The microporous crystal structure of zemannite, Mg(H₂O)₆[Zn²⁺Fe³⁺(TeO₃)₃]₂·nH₂O, n ≤ 3, was re-investigated based on single-crystal X-ray diffraction data measured at 298 ± 0.5 K, 200 ± 1 K and 100 ± 3 K. So far, zemannite was described in space group P6₃ exhibiting a pronounced pseudosymmetry (P6₃/m). All refinements confirm the [Zn²⁺Fe³⁺(TeO₃)₃]¹⁻ framework topology with the extra-framework constituents (Mg atoms and H₂O molecules) being located within the channels along [001]. Measurements on a sample from the type locality revealed the unexpected occurrence of 00l reflections with l = 2n + 1, which clearly violate the 6₃ screw-axis symmetry.
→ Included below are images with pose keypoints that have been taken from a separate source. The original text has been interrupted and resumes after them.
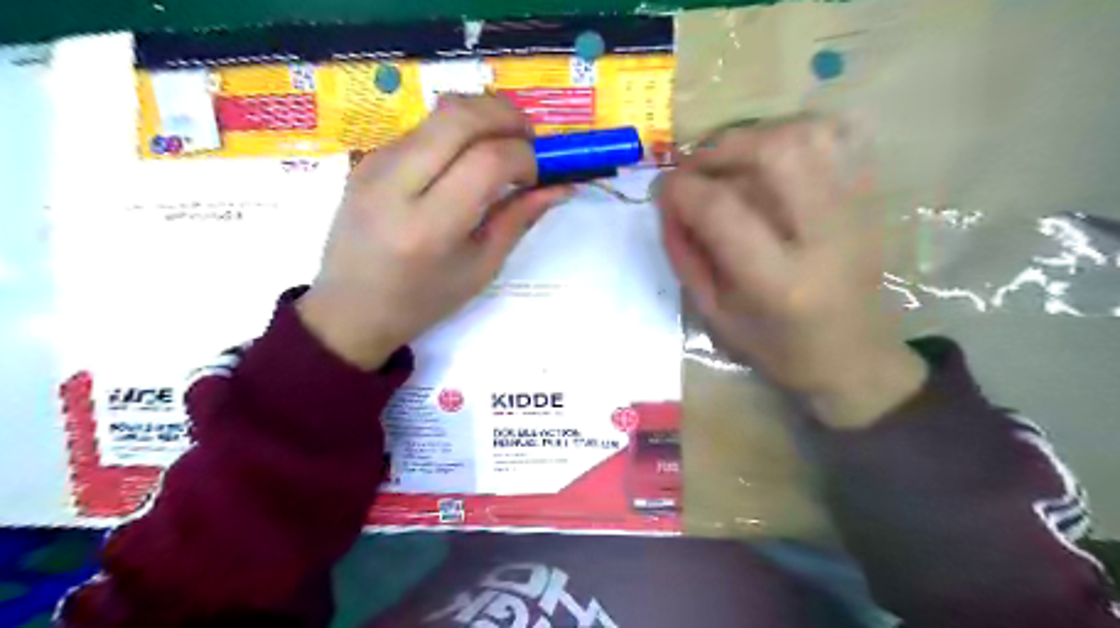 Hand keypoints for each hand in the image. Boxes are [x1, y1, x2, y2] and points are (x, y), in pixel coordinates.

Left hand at [298, 96, 570, 369]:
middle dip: (507, 115)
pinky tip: (465, 162)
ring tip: (503, 148)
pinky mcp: (367, 157)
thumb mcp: (481, 268)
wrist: (350, 308)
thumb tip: (562, 186)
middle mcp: (396, 184)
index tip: (540, 174)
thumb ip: (519, 219)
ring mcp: (374, 164)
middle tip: (530, 140)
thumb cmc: (423, 301)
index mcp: (429, 227)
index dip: (526, 156)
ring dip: (482, 119)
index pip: (487, 161)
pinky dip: (457, 132)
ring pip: (440, 113)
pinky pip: (423, 128)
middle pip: (460, 115)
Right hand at [659, 119, 928, 428]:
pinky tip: (772, 157)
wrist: (853, 356)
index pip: (722, 210)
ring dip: (758, 136)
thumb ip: (685, 255)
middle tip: (696, 168)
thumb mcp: (715, 314)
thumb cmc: (778, 348)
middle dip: (721, 149)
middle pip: (777, 152)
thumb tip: (667, 202)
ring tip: (731, 160)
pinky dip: (795, 133)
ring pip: (811, 134)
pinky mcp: (870, 199)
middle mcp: (825, 236)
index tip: (663, 191)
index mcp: (779, 282)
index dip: (682, 189)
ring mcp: (856, 211)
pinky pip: (838, 137)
The minor but significant intensities of the low-order 00l reflections are assigned to the small differences in the scattering power between the Fe and Zn atoms; thus, the Zn and Fe cations are partly ordered between crystallographically distinct sites within the framework. In addition, the low symmetry allows a full order of the extra-framework atoms for the first time. A series of comparative refinement models were performed in the space groups P6₃/m, P6₃, P\(\overline{6}\), and P3. A fully ordered arrangement of the extra-framework guest atoms confirms the earlier postulated theoretical structure model with a hexahydrated Mg²⁺ ion besides additional interstitial H₂O molecules. The final refinements in space group P3 yield R1 ≤ 0.025 for the entire data sets measured at the distinct temperatures (2θ_max = 101.4°, MoKα radiation). The polarity of the arrangement in the channels is restricted to individual domains of equal twin fractions related by a mirror plane parallel to (0001).